What you have to do: From the first line to the last, write out the records exactly, leaving the pictures behind.

Entries supplied:
● ● ●

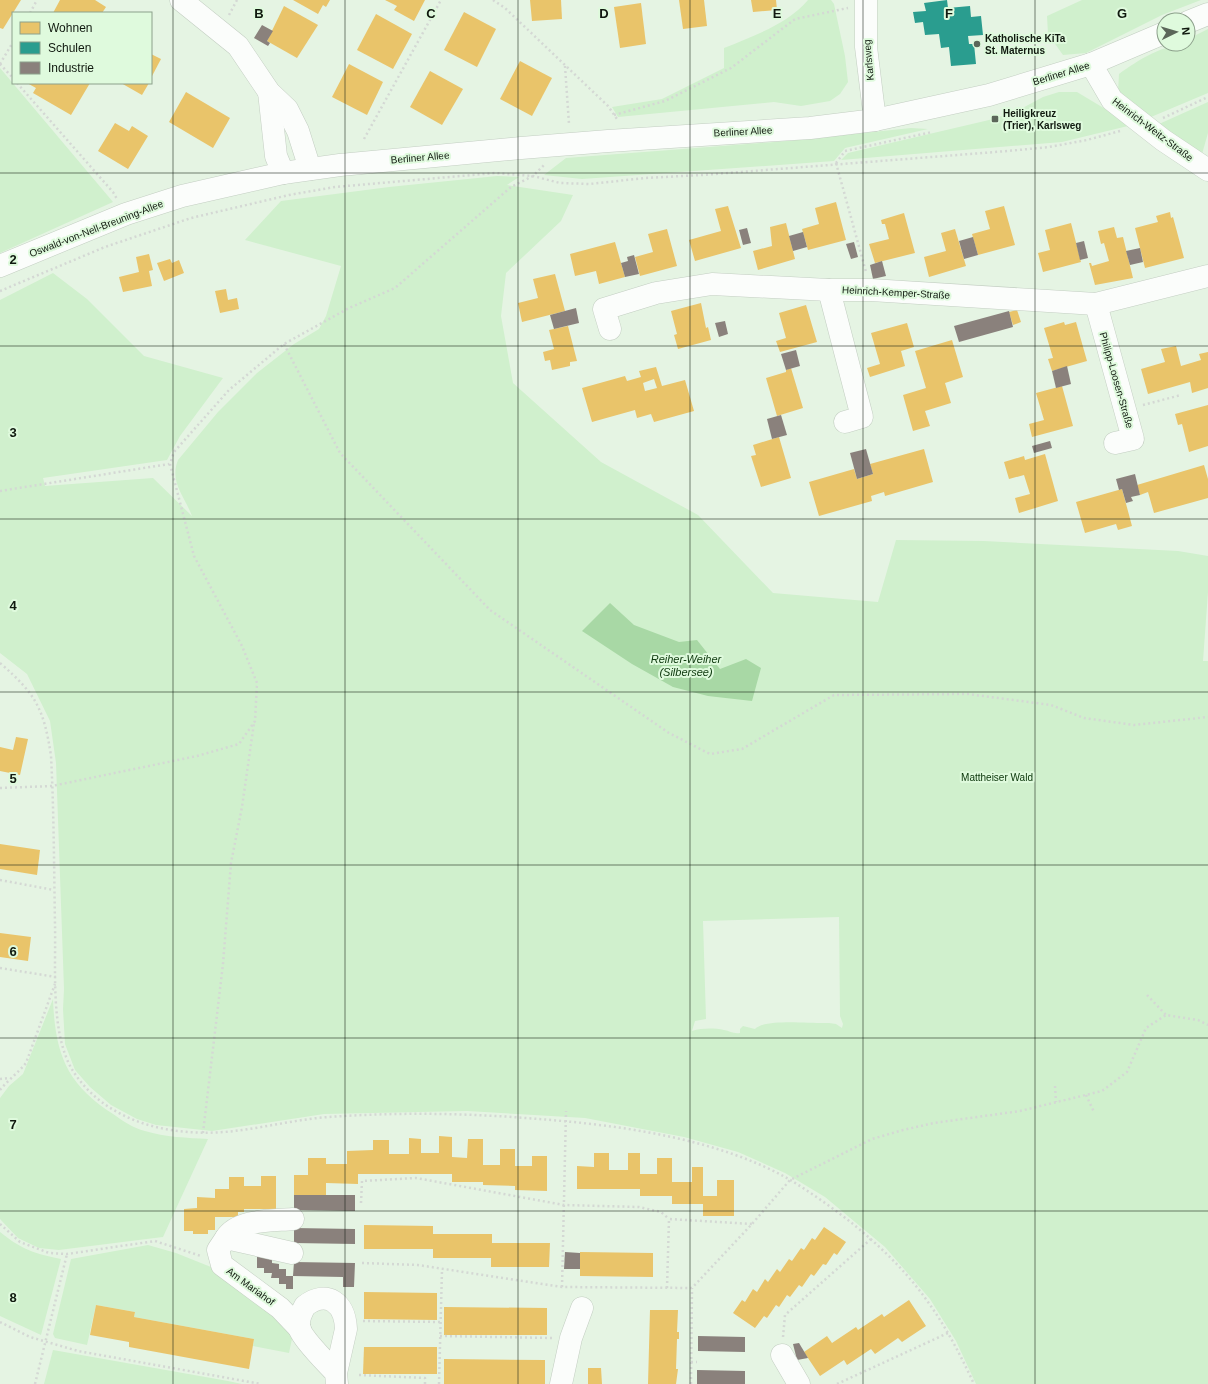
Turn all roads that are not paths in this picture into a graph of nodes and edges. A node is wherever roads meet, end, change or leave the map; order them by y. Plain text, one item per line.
1 (181, 0) edge
2 (866, 2) edge
3 (1208, 14) edge
4 (1196, 19) edge
5 (1156, 36) edge
6 (1091, 64) junction
7 (269, 92) junction
8 (875, 120) junction
9 (310, 169) junction
10 (1208, 170) edge
11 (283, 173) junction
12 (0, 266) edge
13 (1208, 276) edge
14 (829, 290) junction
15 (1096, 304) junction
16 (610, 329) dead end
17 (845, 422) dead end
18 (1115, 444) dead end
19 (293, 1219) dead end
20 (226, 1238) junction
21 (292, 1253) dead end
22 (582, 1308) dead end
23 (300, 1330) junction
24 (782, 1355) dead end
25 (336, 1378) edge
26 (561, 1384) edge
27 (799, 1384) edge

1 - 7 street
2 - 8 street, Karlsweg
3 - 4 street
5 - 6 street, Berliner Allee
6 - 8 street, Berliner Allee
6 - 10 street, Heinrich-Weitz-Straße
7 - 9 street
7 - 11 street
8 - 9 street, Berliner Allee
9 - 11 street, Oswald-von-Nell-Breuning-Allee
11 - 12 street, Oswald-von-Nell-Breuning-Allee
13 - 15 street, Heinrich-Kemper-Straße
14 - 15 street, Heinrich-Kemper-Straße
14 - 16 street, Heinrich-Kemper-Straße
14 - 17 street
15 - 18 street, Philipp-Loosen-Straße
19 - 20 street
20 - 21 street
20 - 23 street, Am Mariahof
22 - 26 street
23 - 25 street, Am Mariahof
23 - 25 street, Am Mariahof
24 - 27 street

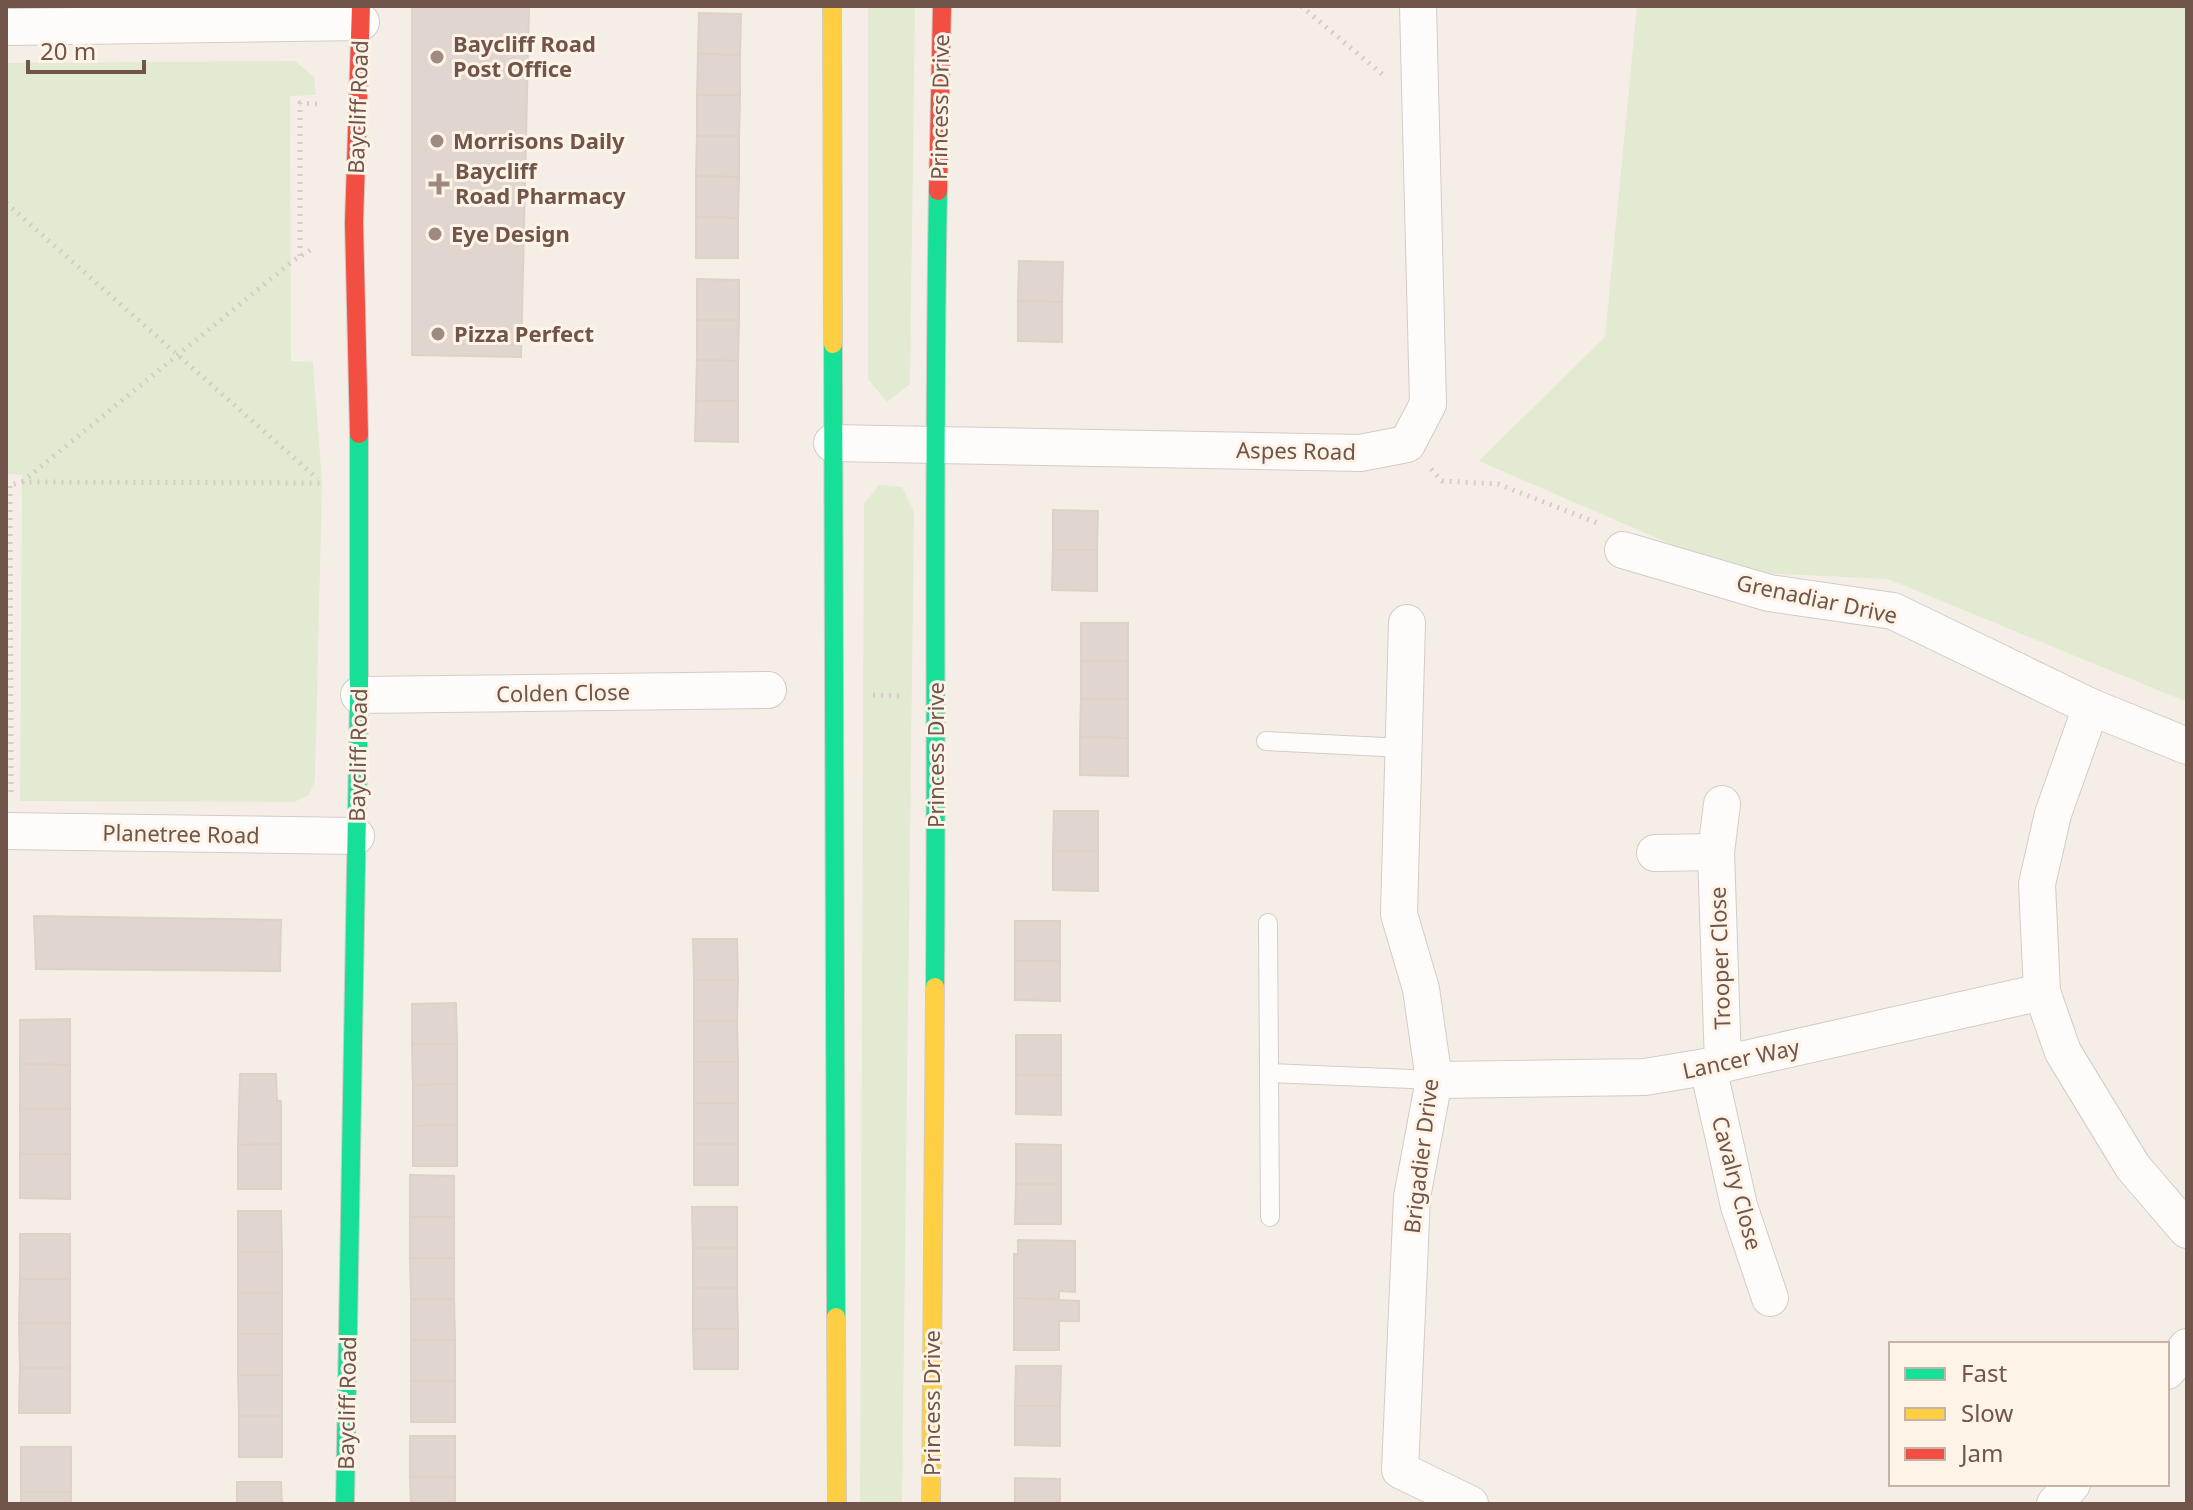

● ● ●

Output for this task:
Turn all roads that are not paths in this picture into a graph of nodes and edges. A node is wherever roads meet, end, change or leave the map; order them by y. Plain text, one item per line.
1 (181, 0) edge
2 (866, 2) edge
3 (1208, 14) edge
4 (1196, 19) edge
5 (1156, 36) edge
6 (1091, 64) junction
7 (269, 92) junction
8 (875, 120) junction
9 (310, 169) junction
10 (1208, 170) edge
11 (283, 173) junction
12 (0, 266) edge
13 (1208, 276) edge
14 (829, 290) junction
15 (1096, 304) junction
16 (610, 329) dead end
17 (845, 422) dead end
18 (1115, 444) dead end
19 (293, 1219) dead end
20 (226, 1238) junction
21 (292, 1253) dead end
22 (582, 1308) dead end
23 (300, 1330) junction
24 (782, 1355) dead end
25 (336, 1378) edge
26 (561, 1384) edge
27 (799, 1384) edge

1 - 7 street
2 - 8 street, Karlsweg
3 - 4 street
5 - 6 street, Berliner Allee
6 - 8 street, Berliner Allee
6 - 10 street, Heinrich-Weitz-Straße
7 - 9 street
7 - 11 street
8 - 9 street, Berliner Allee
9 - 11 street, Oswald-von-Nell-Breuning-Allee
11 - 12 street, Oswald-von-Nell-Breuning-Allee
13 - 15 street, Heinrich-Kemper-Straße
14 - 15 street, Heinrich-Kemper-Straße
14 - 16 street, Heinrich-Kemper-Straße
14 - 17 street
15 - 18 street, Philipp-Loosen-Straße
19 - 20 street
20 - 21 street
20 - 23 street, Am Mariahof
22 - 26 street
23 - 25 street, Am Mariahof
23 - 25 street, Am Mariahof
24 - 27 street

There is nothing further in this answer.